Unlikely Heroes

 

It is not only dogs and dolphins who have shown their reverence and devotion to human life by going to enormous lengths to save it. The animal kingdom, it turns out, is full of remarkable samaritans.

In 1975, a desperate shipwreck victim off the coast of Manila was stupefied to see a giant sea turtle swimming towards her, seemingly offering its aid. The floundering woman climbed aboard the turtle, which then did something turtles supposedly “never do.” Sea turtles spend most of their time underwater, but this one must have somehow known the poor woman needed constant support to survive, and must also have wanted very much to take care of her. It proceeded to stay at the surface for two full days, going without food itself, so it could continue to carry her and keep her alive. When human rescuers finally appeared: “Eyewitnesses thought the woman was floating on an oil drum until she was safely on board – whereupon the ‘oil drum’ circled the area twice and disappeared.”
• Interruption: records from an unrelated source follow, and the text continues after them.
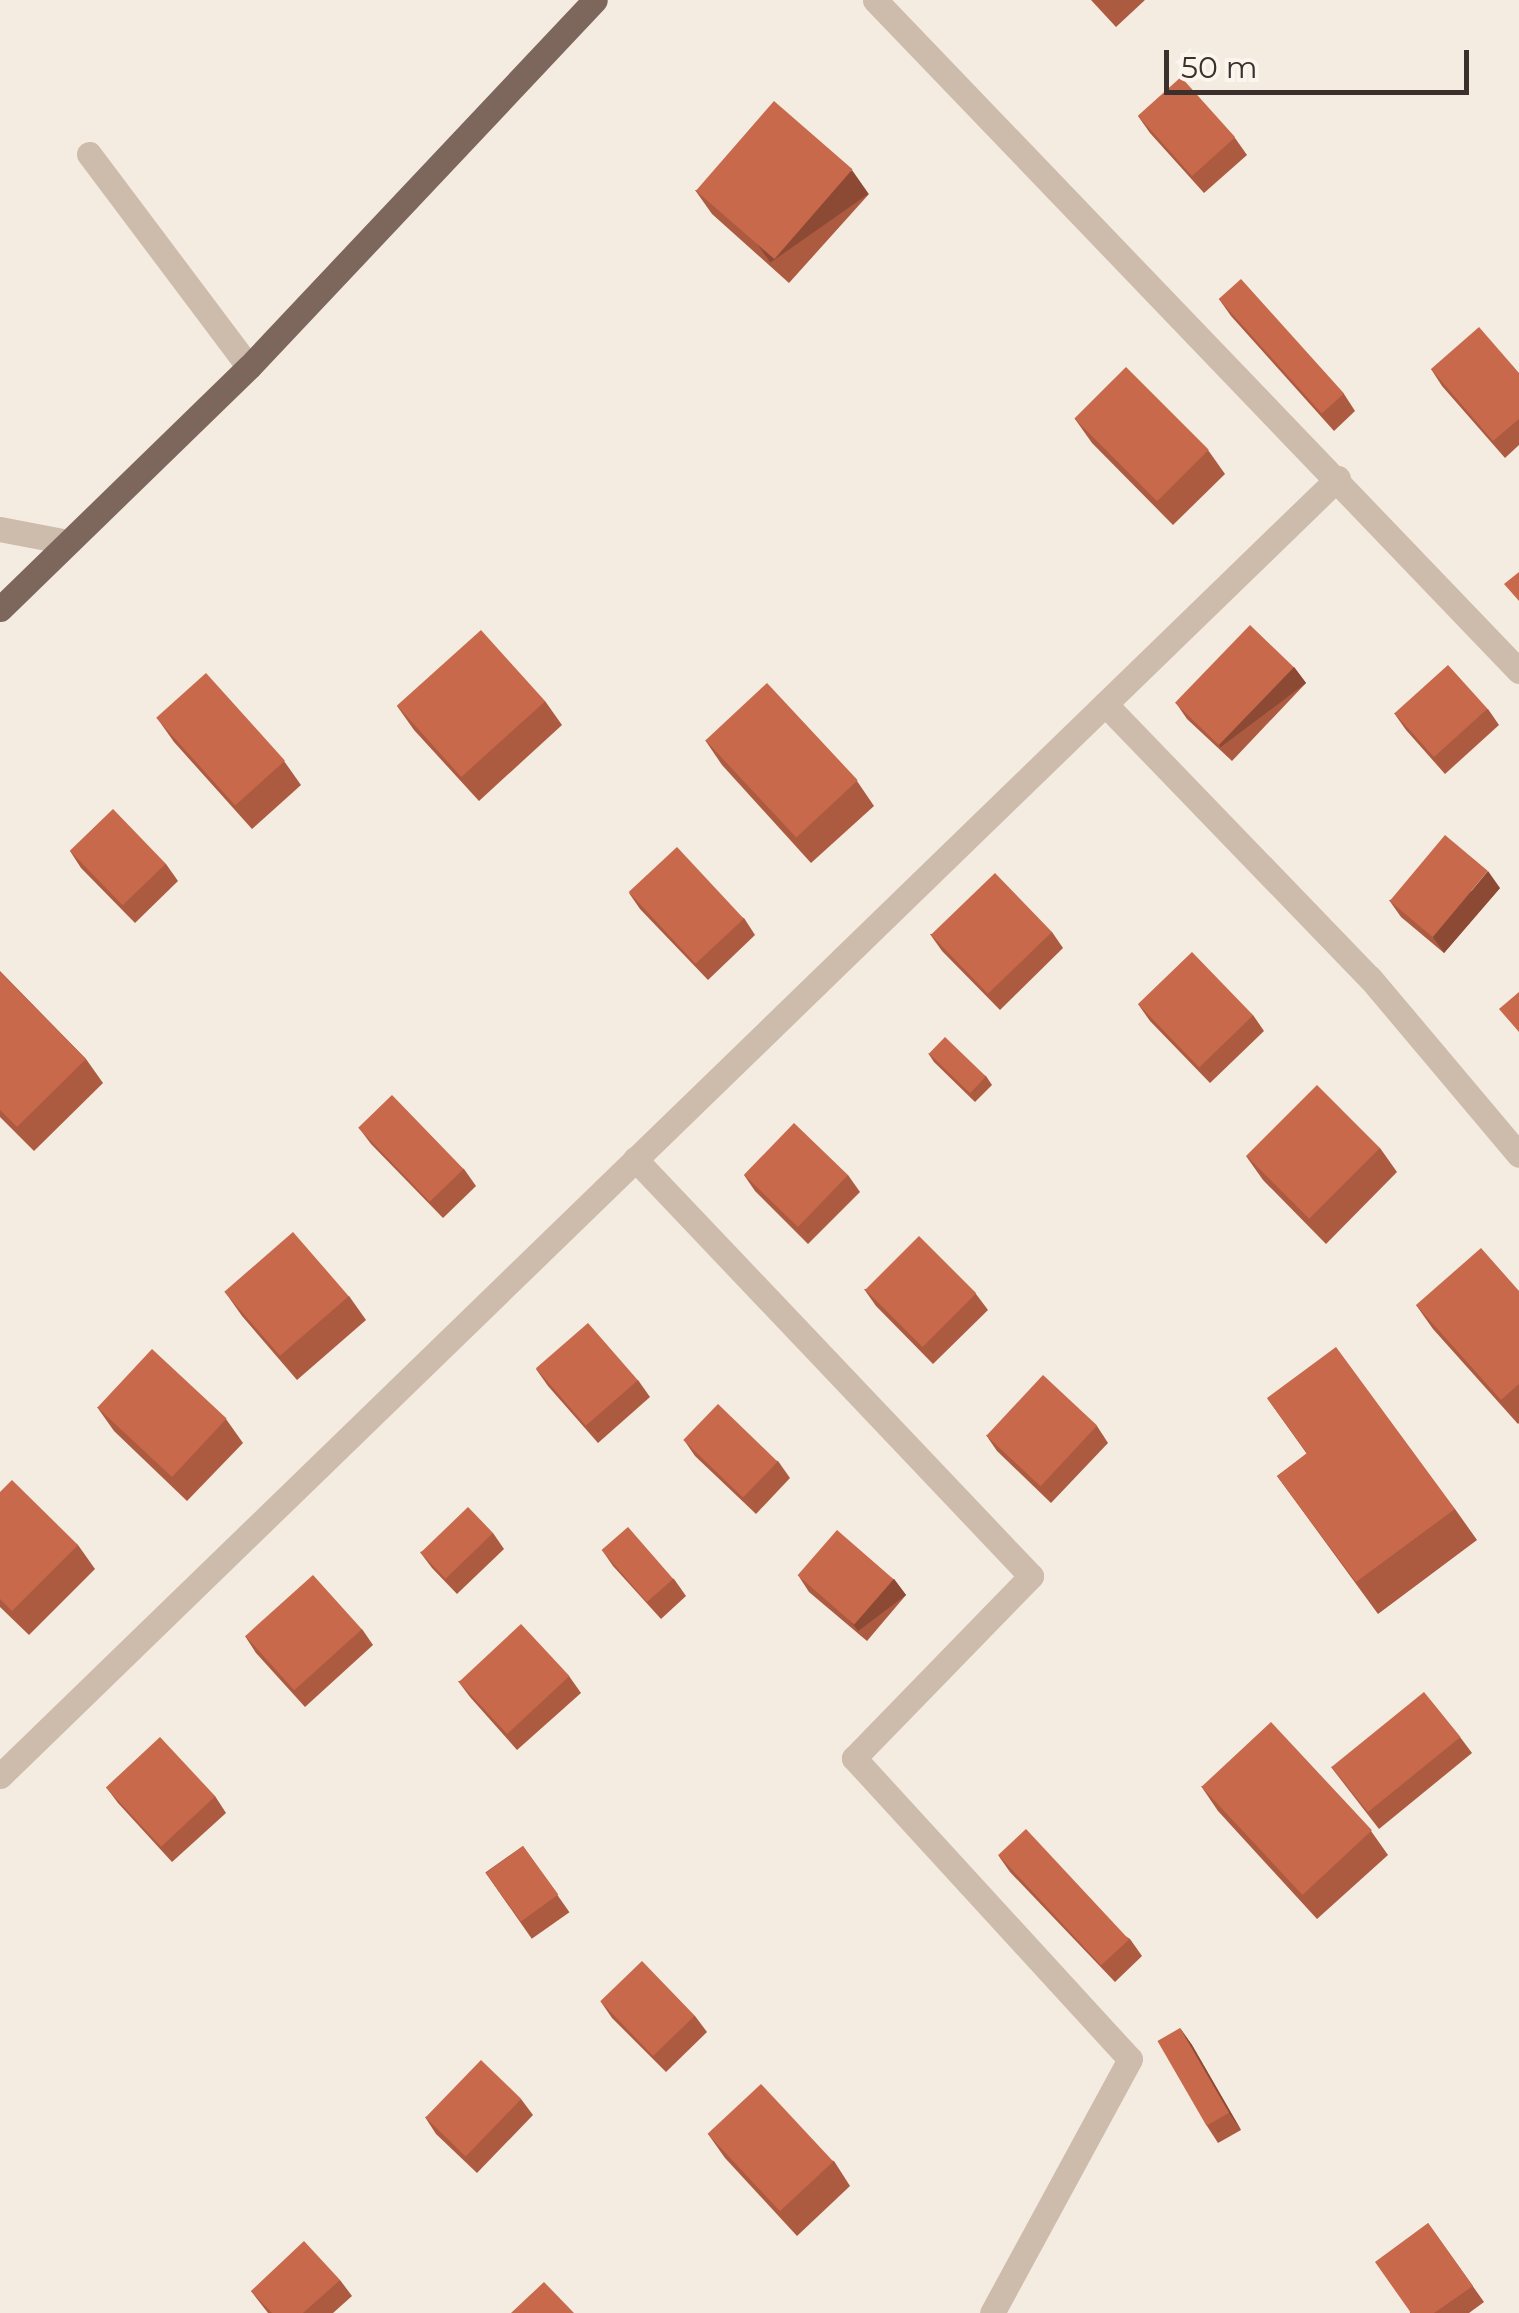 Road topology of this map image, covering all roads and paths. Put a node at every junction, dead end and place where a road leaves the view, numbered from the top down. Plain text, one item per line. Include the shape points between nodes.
1 (595, 0) edge
2 (875, 0) edge
3 (89, 154) dead end
4 (248, 367) junction
5 (1338, 478) junction
6 (0, 528) edge
7 (68, 542) junction
8 (0, 609) edge
9 (1519, 671) edge
10 (1105, 704) junction
11 (1519, 1155) edge
12 (635, 1158) junction
13 (0, 1776) edge
14 (992, 2313) edge

1 - 4 main road
2 - 5 street
3 - 4 street
4 - 7 main road
5 - 9 street
5 - 10 street
6 - 7 street
7 - 8 main road
10 - 11 street via 1370,978
10 - 12 street
12 - 13 street
12 - 14 street via 1031,1576 854,1758 1130,2059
To be taken for an oil drum might not have surprised the turtle all that much. You see, for many years, turtles were not legally recognized as animals in the U.S. One of the earliest crusaders for animal protection, Henry Bergh, found this out when he tried to stop the torments visited upon green turtles. These great animals, which have been known to live for hundreds of years, and grow to 600 pounds or more, are sought after as a status source of soup and steak for the wealthy, with the children being eaten when they weigh only about 50 pounds. Bergh found that the turtles were transported by ships from the tropics to the Fulton Fish Market in New York. En route, the turtles did not exactly travel first class. They lay on their backs for several weeks, out of the water, with nothing to eat or drink, like so much upside-down luggage. They were held in place by ropes strung through holes punched in their flippers.

Bergh did everything he could to halt this activity, but when he brought the perpetrators to court, the judge acquitted them on the grounds that a turtle was “not an animal within the meaning of the law.” Accordingly, ruled the judge, even the barest minimum of protection against cruelty that was afforded animals by the law at that time could not be applied to turtles.

Most of us, like that judge, are conditioned by a culture that thinks of animals as mere machinery, and could never imagine that a sea turtle would be capable of saving a human life.